Write every entry out again with no changes, and leave the images behind.

++++ MATERIAL PROVIDED ++++

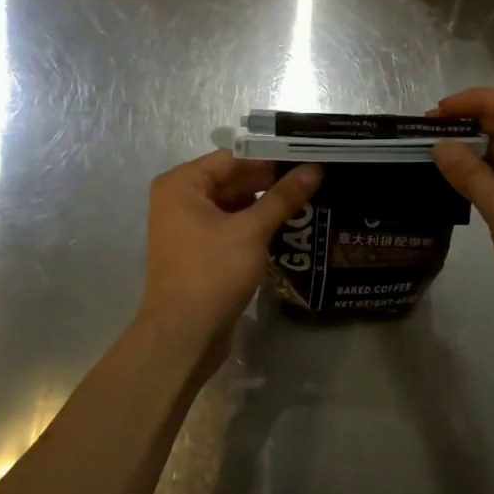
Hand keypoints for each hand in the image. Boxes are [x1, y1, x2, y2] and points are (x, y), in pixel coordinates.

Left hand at [135, 151, 320, 363]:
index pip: (234, 158)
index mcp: (182, 184)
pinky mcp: (198, 251)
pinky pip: (230, 227)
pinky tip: (286, 227)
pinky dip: (254, 225)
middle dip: (271, 181)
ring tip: (308, 199)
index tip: (307, 156)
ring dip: (265, 204)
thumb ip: (283, 197)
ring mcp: (187, 227)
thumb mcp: (252, 231)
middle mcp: (179, 199)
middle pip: (233, 180)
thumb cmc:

++++

**WORKED SOLUTION**.
Hand keypoints for each hand in the image. Boxes are [x1, y1, x2, y2] and points are (x, y), in pixel coordinates.

Left hand at [135, 151, 320, 363]:
index pip: (234, 158)
index mcp: (182, 184)
pinky mcp: (198, 251)
pinky pip: (230, 227)
pinky tip: (286, 227)
pinky dip: (254, 225)
middle dip: (271, 181)
ring tip: (308, 199)
index tip: (307, 156)
ring dip: (265, 204)
thumb ip: (283, 197)
ring mcp: (187, 227)
thumb mcp: (252, 231)
middle mcp: (179, 199)
middle pip: (233, 180)
thumb cmc:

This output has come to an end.